Heavy-tailed Streaming Statistical Estimation

TL;DR

This paper introduces a new clipped stochastic gradient descent method for heavy-tailed streaming data, achieving exponential convergence guarantees with minimal batch size, applicable to mean estimation and linear regression.

Contribution

It presents an improved analysis of a clipped SGD algorithm under heavy-tailed noise, with theoretical guarantees and empirical validation for statistical estimation tasks.

Findings

Guarantees convergence with exponential concentration

Operates with O(1) batch size in streaming setting

Effective for mean estimation and linear regression

Abstract

We consider the task of heavy-tailed statistical estimation given streaming $p$-dimensional samples. This could also be viewed as stochastic optimization under heavy-tailed distributions, with an additional $O(p)$ space complexity constraint.

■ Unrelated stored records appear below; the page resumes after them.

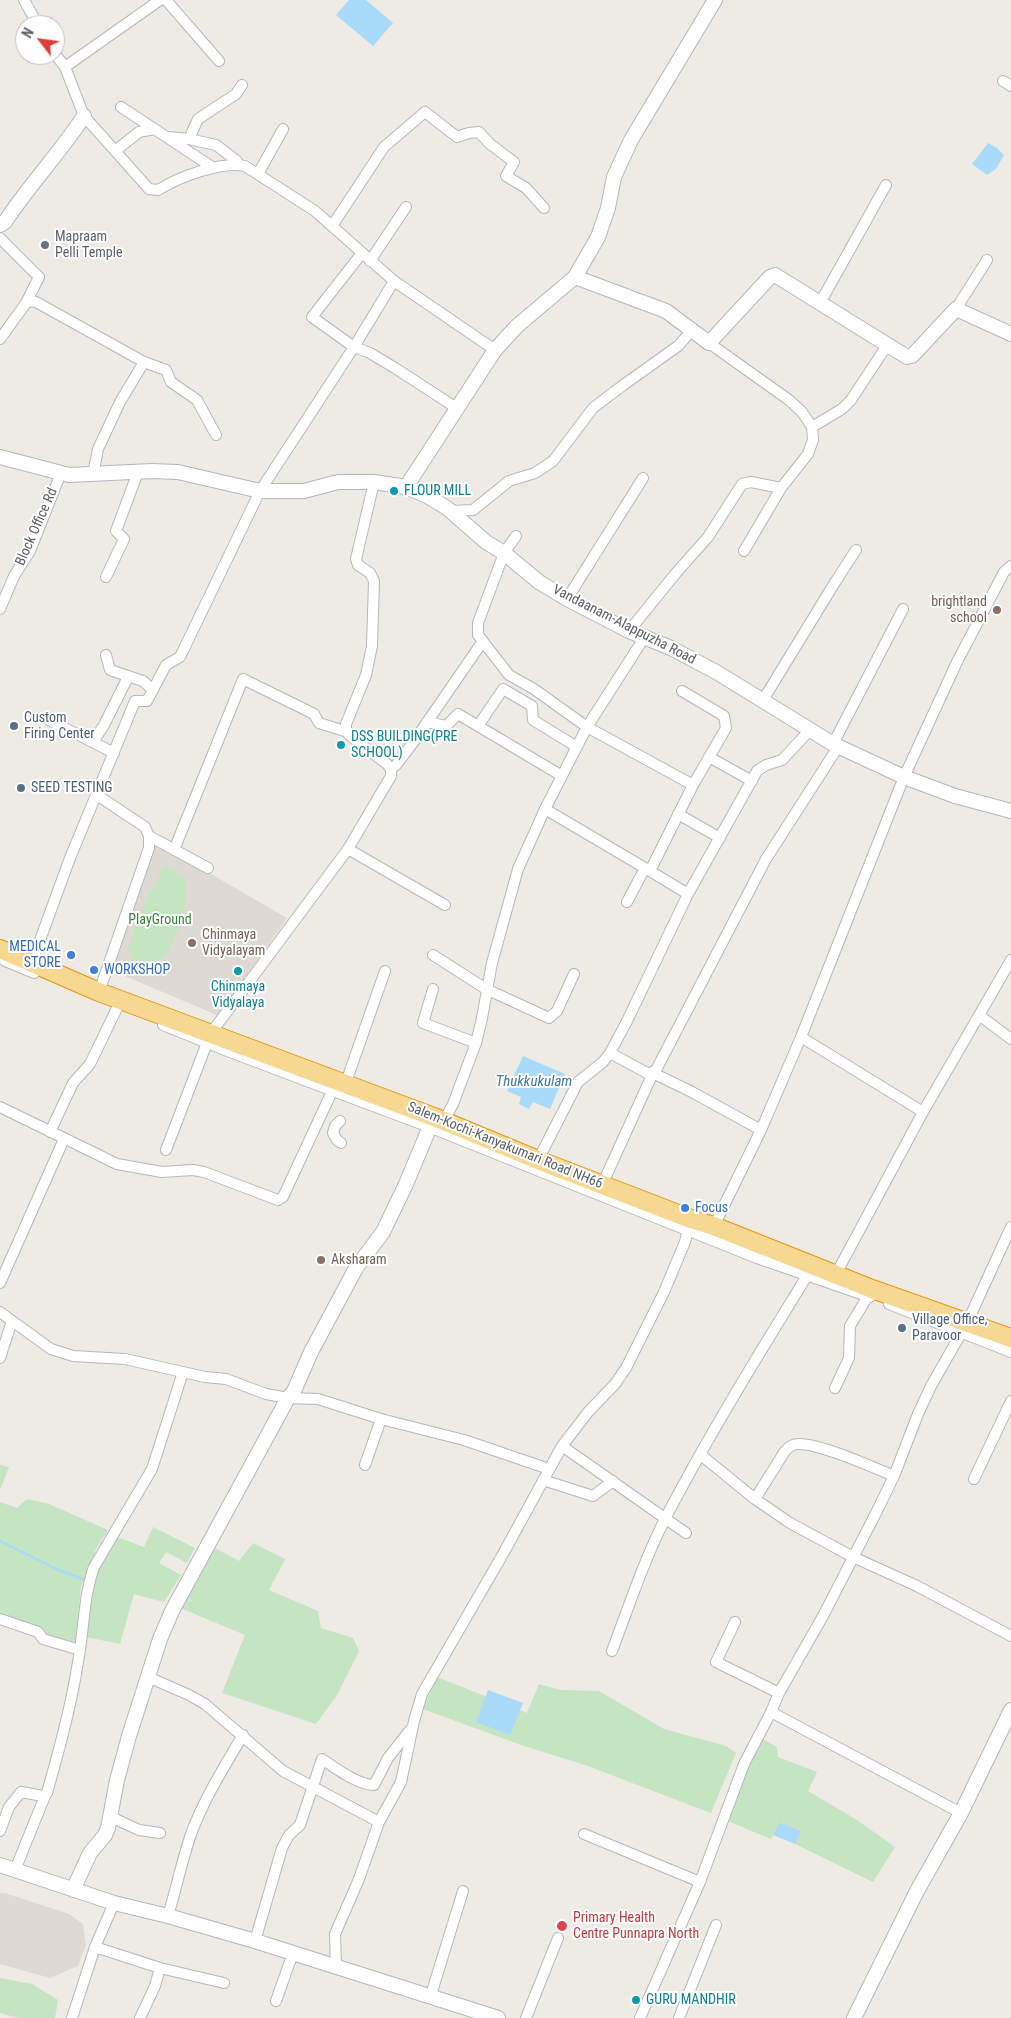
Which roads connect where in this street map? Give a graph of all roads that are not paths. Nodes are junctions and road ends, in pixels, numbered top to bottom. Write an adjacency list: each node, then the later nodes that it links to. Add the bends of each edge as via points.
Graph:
1 (24, 0): 5 (street)
2 (160, 0): 7 (street)
3 (166, 0): 6 (street)
4 (715, 0): 28 (main road, via 631,140 614,178 598,238)
5 (32, 15)
6 (219, 61)
7 (64, 67): 10 (street)
8 (242, 86): 14 (street, via 236,94 198,119)
9 (121, 107): 11 (street)
10 (84, 116): 15 (street); 22 (main road, via 65,145)
11 (154, 129): 13 (street); 15 (street, via 139,132)
12 (283, 129): 18 (street)
13 (168, 137): 14 (street); 17 (street)
14 (189, 139): 16 (street, via 216,145)
15 (115, 151): 17 (street, via 146,186 154,190)
16 (238, 165): 17 (street); 18 (street)
17 (212, 167)
18 (258, 174): 23 (street)
19 (886, 185): 31 (street)
20 (406, 207): 26 (street)
21 (544, 208): 23 (street, via 526,188 506,176 514,162 479,132 457,137 425,112 384,146)
22 (0, 225)
23 (332, 226): 25 (street)
24 (0, 238): 30 (street, via 39,277)
25 (362, 253): 26 (street); 38 (street, via 312,317)
26 (370, 260): 29 (street)
27 (987, 260): 32 (street)
28 (575, 277): 33 (main road, via 666,311); 39 (main road, via 517,326)
29 (394, 281): 38 (street); 39 (street)
30 (26, 303): 35 (street); 40 (street, via 36,302)
31 (820, 303): 36 (main road, via 775,275); 37 (main road)
32 (956, 309): 34 (main road); 37 (main road, via 912,356 907,357)
33 (692, 330): 36 (main road); 53 (street, via 678,346 593,408 553,461 534,473 509,481 472,510)
34 (1011, 334)
35 (0, 339)
36 (709, 344): 42 (street, via 789,400)
37 (888, 344): 42 (street, via 851,400)
38 (354, 347): 41 (street, via 370,353); 52 (street)
39 (495, 350): 41 (main road)
40 (144, 362): 43 (street, via 166,370 171,382 197,400); 47 (street, via 120,402 98,449)
41 (458, 409): 50 (main road)
42 (812, 427): 51 (street, via 808,454)
43 (216, 435)
44 (0, 457): 46 (main road, Vandaanam-Alappuzha Road)
45 (138, 472): 47 (main road, Vandaanam-Alappuzha Road); 52 (main road, Vandaanam-Alappuzha Road, via 178,472); 59 (street, via 116,531 124,539)
46 (61, 473): 47 (main road, Vandaanam-Alappuzha Road); 61 (street, Block Office Rd, via 30,551 14,576)
47 (92, 475)
48 (643, 478): 60 (street)
49 (374, 482): 50 (main road, Vandaanam-Alappuzha Road); 52 (main road, Vandaanam-Alappuzha Road, via 338,482 304,491); 76 (street, via 356,559 374,581 372,646 366,675 346,724)
50 (406, 487): 53 (main road, Vandaanam-Alappuzha Road)
51 (781, 488): 56 (street); 63 (street, via 751,482 742,484 708,538)
52 (260, 491): 68 (street, via 180,656 166,665)
53 (451, 511): 57 (main road, Vandaanam-Alappuzha Road, via 486,542)
54 (516, 536): 57 (street)
55 (856, 550): 70 (street)
56 (744, 551)
57 (504, 553): 60 (main road, Vandaanam-Alappuzha Road); 65 (street, via 478,624 478,635)
58 (1011, 566): 84 (street, via 1004,572 958,662)
59 (106, 577)
60 (567, 599): 63 (main road, Vandaanam-Alappuzha Road)
61 (0, 609)
62 (903, 610): 78 (street)
63 (629, 631): 64 (main road, Vandaanam-Alappuzha Road)
64 (644, 638): 70 (main road, Vandaanam-Alappuzha Road, via 671,648); 74 (street)
65 (483, 641): 72 (street); 74 (street, via 509,675)
66 (106, 655): 67 (street, via 110,670)
67 (128, 677): 68 (street, via 143,681); 77 (street)
68 (153, 690): 80 (street, via 147,701 135,701)
69 (682, 691): 81 (street, via 724,716 726,728)
70 (763, 700): 75 (main road, Vandaanam-Alappuzha Road)
71 (49, 720): 77 (street)
72 (427, 722): 73 (street, via 446,726 458,714); 82 (street)
73 (478, 726): 79 (street, via 503,689 532,706 533,720); 83 (street)
74 (587, 727): 79 (street); 86 (street)
75 (810, 730): 78 (main road, Vandaanam-Alappuzha Road); 85 (street, via 788,756 760,768)
76 (348, 732): 82 (street); 94 (street, via 319,723 314,714 243,679)
77 (93, 742): 80 (street)
78 (835, 745): 84 (main road, Vandaanam-Alappuzha Road); 117 (street, via 766,859)
79 (577, 747): 83 (street)
80 (114, 753): 87 (street)
81 (709, 757): 85 (street); 86 (street)
82 (391, 769): 93 (street, via 391,776)
83 (562, 776): 88 (street)
84 (904, 777): 89 (main road, Vandaanam-Alappuzha Road, via 955,796); 112 (street)
85 (752, 781): 92 (street)
86 (693, 785): 90 (street)
87 (97, 796): 91 (street, via 145,827); 104 (street, via 70,858)
88 (545, 809): 96 (street); 108 (street, via 518,869)
89 (1011, 811)
90 (678, 814): 92 (street); 96 (street)
91 (149, 836): 94 (street); 109 (street, via 149,848)
92 (720, 838): 97 (street)
93 (348, 849): 99 (street); 113 (street)
94 (174, 850): 95 (street)
95 (208, 868)
96 (647, 869): 97 (street); 98 (street)
97 (688, 894): 116 (street)
98 (627, 902)
99 (445, 905)
100 (0, 949): 104 (highway, Salem-Kochi-Kanyakumari Road NH66)
101 (0, 955): 110 (street, via 5,961)
102 (433, 955): 108 (street)
103 (1011, 960): 111 (street)
104 (32, 962): 109 (highway, Salem-Kochi-Kanyakumari Road NH66)
105 (385, 971): 118 (street)
106 (574, 974): 108 (street, via 557,1011 549,1018)
107 (433, 989): 115 (street, via 423,1023)
108 (486, 989): 115 (street)
109 (99, 992): 113 (highway, Salem-Kochi-Kanyakumari Road NH66)
110 (118, 1006): 113 (street); 124 (street, via 90,1064 73,1083)
111 (978, 1015): 114 (street); 120 (street)
112 (801, 1037): 120 (street); 123 (street)
113 (209, 1038): 118 (highway, Salem-Kochi-Kanyakumari Road NH66); 127 (street)
114 (1011, 1039)
115 (476, 1043): 122 (street, via 453,1104)
116 (610, 1052): 117 (street, via 649,1074); 128 (street, via 603,1062 578,1082)
117 (653, 1073): 123 (street); 129 (street)
118 (338, 1086): 122 (highway, Salem-Kochi-Kanyakumari Road NH66); 125 (street, via 281,1199 204,1172 162,1172 117,1164)
119 (0, 1107): 124 (street)
120 (923, 1112): 134 (street)
121 (340, 1121): 126 (street, via 333,1133)
122 (436, 1122): 128 (highway, Salem-Kochi-Kanyakumari Road NH66); 130 (street); 145 (main road, via 383,1232 356,1268)
123 (761, 1130): 131 (street)
124 (50, 1132): 125 (street)
125 (64, 1139): 135 (street)
126 (341, 1143)
127 (166, 1150)
128 (538, 1160): 129 (highway, Salem-Kochi-Kanyakumari Road NH66)
129 (602, 1184): 130 (highway, Salem-Kochi-Kanyakumari Road NH66)
130 (689, 1225): 131 (highway, Salem-Kochi-Kanyakumari Road NH66); 133 (street); 148 (street, via 664,1292 626,1368)
131 (714, 1226): 133 (highway, Salem-Kochi-Kanyakumari Road NH66)
132 (1011, 1227): 139 (street)
133 (810, 1270): 134 (highway, Salem-Kochi-Kanyakumari Road NH66); 136 (street); 149 (street)
134 (836, 1274): 136 (highway, Salem-Kochi-Kanyakumari Road NH66)
135 (0, 1283)
136 (870, 1292): 139 (highway, Salem-Kochi-Kanyakumari Road NH66); 144 (street, via 850,1326 849,1358)
137 (0, 1312): 138 (street)
138 (12, 1321): 142 (street); 143 (street, via 52,1349 73,1356 125,1358)
139 (964, 1327): 140 (highway, Salem-Kochi-Kanyakumari Road NH66); 141 (street); 152 (street, via 924,1400)
140 (1011, 1338)
141 (1011, 1352)
142 (0, 1358)
143 (183, 1372): 145 (street, via 226,1379 266,1394); 163 (street, via 152,1469 94,1568 87,1592)
144 (835, 1388)
145 (288, 1398): 147 (street, via 318,1399); 165 (main road, via 172,1611)
146 (1011, 1401): 153 (street)
147 (381, 1419): 150 (street); 151 (street, via 464,1440)
148 (562, 1446): 151 (street); 155 (street)
149 (701, 1456): 156 (street); 157 (street)
150 (365, 1466)
151 (550, 1469): 154 (street)
152 (894, 1476): 156 (street, via 856,1460 798,1444 785,1451); 159 (street)
153 (974, 1479)
154 (543, 1480): 155 (street, via 593,1496); 169 (street, via 422,1694)
155 (613, 1481): 157 (street)
156 (755, 1499): 159 (street, via 790,1523)
157 (666, 1518): 158 (street); 164 (street)
158 (686, 1533)
159 (853, 1557): 162 (street, via 917,1586); 166 (street)
160 (0, 1619): 163 (street, via 38,1632 43,1639)
161 (735, 1622): 166 (street, via 716,1662)
162 (1011, 1636)
163 (80, 1650): 172 (street, via 71,1706)
164 (612, 1651)
165 (148, 1676): 170 (street, via 189,1694); 174 (main road, via 126,1745)
166 (779, 1693): 168 (street)
167 (1011, 1710): 173 (main road)
168 (771, 1712): 173 (street); 181 (street, via 744,1764)
169 (413, 1727): 171 (street, via 388,1758 374,1785 337,1770 322,1759); 175 (street, via 401,1782)
170 (243, 1735): 171 (street, via 283,1771); 185 (street, via 202,1809)
171 (313, 1788): 175 (street); 188 (street, via 300,1825 285,1840)
172 (45, 1796): 176 (street, via 21,1792 8,1807); 180 (street)
173 (961, 1813): 202 (main road, via 917,1891)
174 (111, 1818): 177 (street, via 139,1830); 182 (main road, via 105,1835 90,1853)
175 (379, 1822): 191 (street, via 335,1934)
176 (0, 1832)
177 (160, 1833)
178 (584, 1834): 181 (street)
179 (0, 1865): 180 (main road)
180 (15, 1870): 182 (main road)
181 (700, 1882): 200 (street)
182 (73, 1890): 184 (main road)
183 (463, 1891): 194 (street)
184 (114, 1903): 185 (main road); 189 (street)
185 (168, 1916): 188 (main road)
186 (716, 1925): 201 (street)
187 (558, 1938): 199 (street)
188 (254, 1941): 190 (main road)
189 (95, 1947): 192 (street); 196 (street)
190 (293, 1953): 191 (main road); 195 (street)
191 (336, 1966): 194 (main road)
192 (160, 1968): 193 (street); 197 (street)
193 (224, 1983)
194 (430, 1998): 198 (main road)
195 (276, 2001)
196 (72, 2018)
197 (140, 2018)
198 (498, 2018)
199 (526, 2018)
200 (640, 2018)
201 (679, 2018)
202 (854, 2018)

We design a clipped stochastic gradient descent algorithm and provide an improved analysis, under a more nuanced condition on the noise of the stochastic gradients, which we show is critical when analyzing stochastic optimization problems arising from general statistical estimation problems. Our results guarantee convergence not just in expectation but with exponential concentration, and moreover does so using $O(1)$ batch size. We provide consequences of our results for mean estimation and linear regression. Finally, we provide empirical corroboration of our results and algorithms via synthetic experiments for mean estimation and linear regression.